Record extracts Block Start

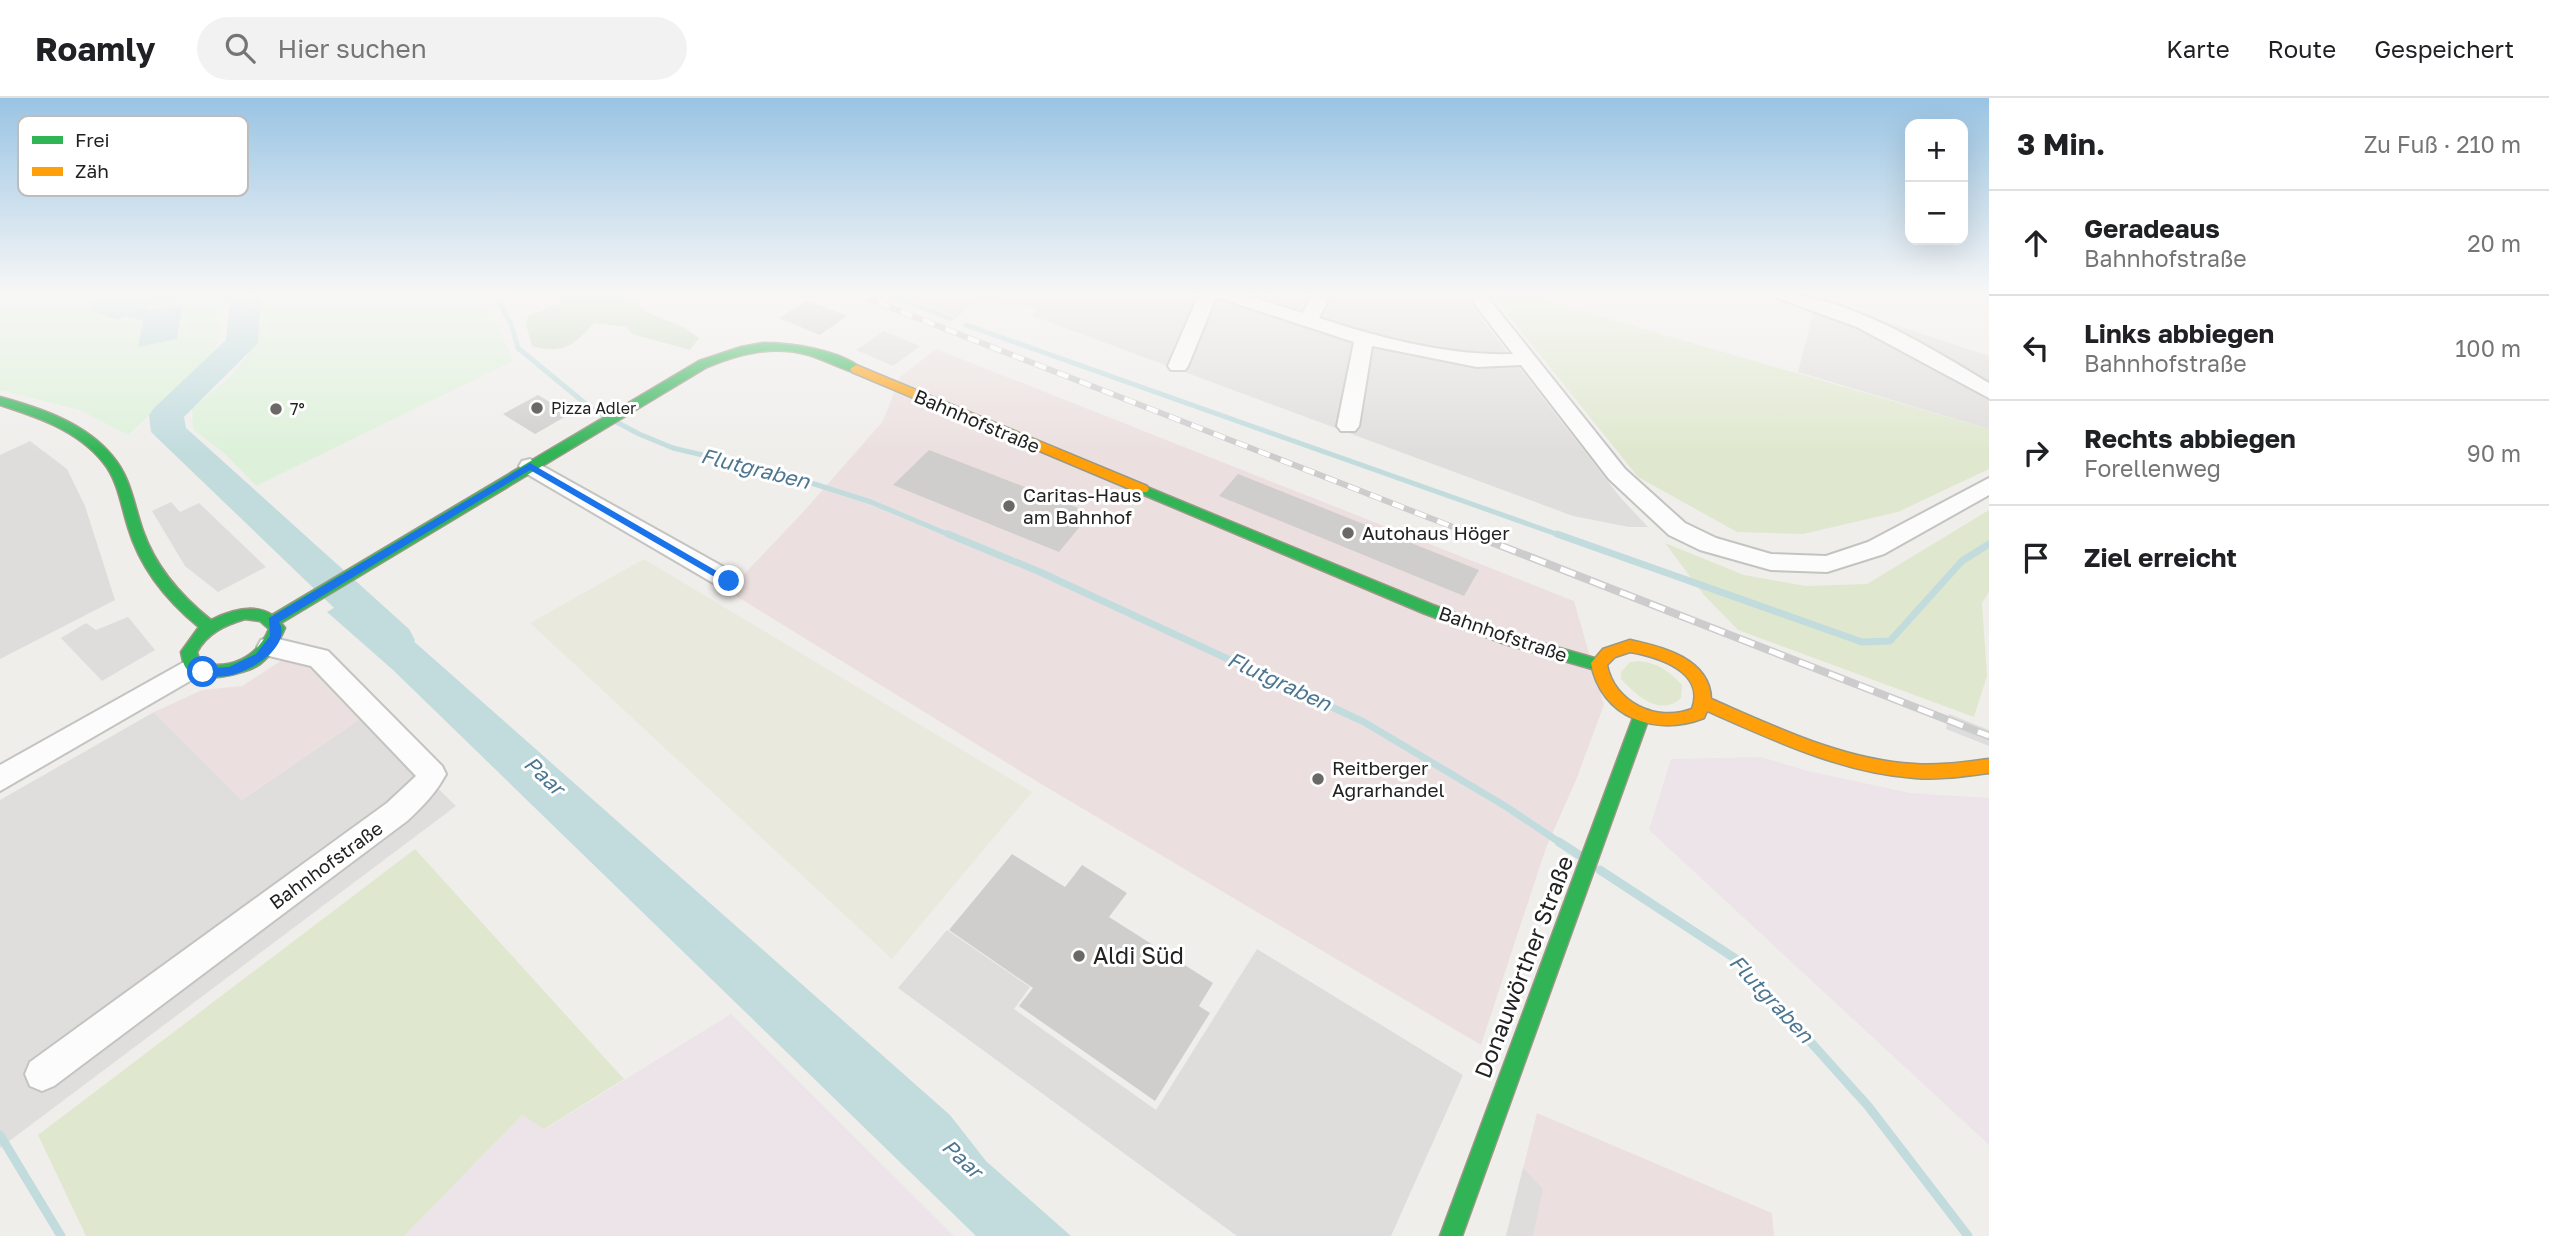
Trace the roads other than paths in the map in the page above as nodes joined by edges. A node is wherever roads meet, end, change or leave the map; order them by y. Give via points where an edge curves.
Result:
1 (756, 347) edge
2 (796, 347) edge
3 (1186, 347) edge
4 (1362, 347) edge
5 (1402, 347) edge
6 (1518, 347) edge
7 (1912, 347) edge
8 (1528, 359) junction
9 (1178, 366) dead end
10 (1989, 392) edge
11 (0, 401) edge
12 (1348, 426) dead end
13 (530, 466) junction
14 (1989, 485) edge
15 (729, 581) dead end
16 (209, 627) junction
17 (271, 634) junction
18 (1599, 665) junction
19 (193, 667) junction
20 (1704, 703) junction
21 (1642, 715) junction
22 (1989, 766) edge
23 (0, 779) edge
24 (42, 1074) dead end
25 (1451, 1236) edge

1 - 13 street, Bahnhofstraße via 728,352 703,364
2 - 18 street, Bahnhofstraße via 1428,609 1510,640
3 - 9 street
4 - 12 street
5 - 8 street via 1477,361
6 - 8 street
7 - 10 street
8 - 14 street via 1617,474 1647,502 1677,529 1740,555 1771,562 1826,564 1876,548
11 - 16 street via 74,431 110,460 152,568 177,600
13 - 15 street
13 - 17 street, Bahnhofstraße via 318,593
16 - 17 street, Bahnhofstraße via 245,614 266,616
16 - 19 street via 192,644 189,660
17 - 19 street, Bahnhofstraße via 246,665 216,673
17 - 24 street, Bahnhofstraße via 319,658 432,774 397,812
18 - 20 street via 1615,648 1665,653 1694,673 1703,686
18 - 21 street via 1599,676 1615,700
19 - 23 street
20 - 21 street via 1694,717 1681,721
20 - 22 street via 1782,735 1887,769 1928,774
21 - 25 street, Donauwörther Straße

Record extracts Block End

Exercise directions —
Gather each line in these records that contains the string "Bahnhofstraße".

Your response —
1 - 13 street, Bahnhofstraße via 728,352 703,364
2 - 18 street, Bahnhofstraße via 1428,609 1510,640
13 - 17 street, Bahnhofstraße via 318,593
16 - 17 street, Bahnhofstraße via 245,614 266,616
17 - 19 street, Bahnhofstraße via 246,665 216,673
17 - 24 street, Bahnhofstraße via 319,658 432,774 397,812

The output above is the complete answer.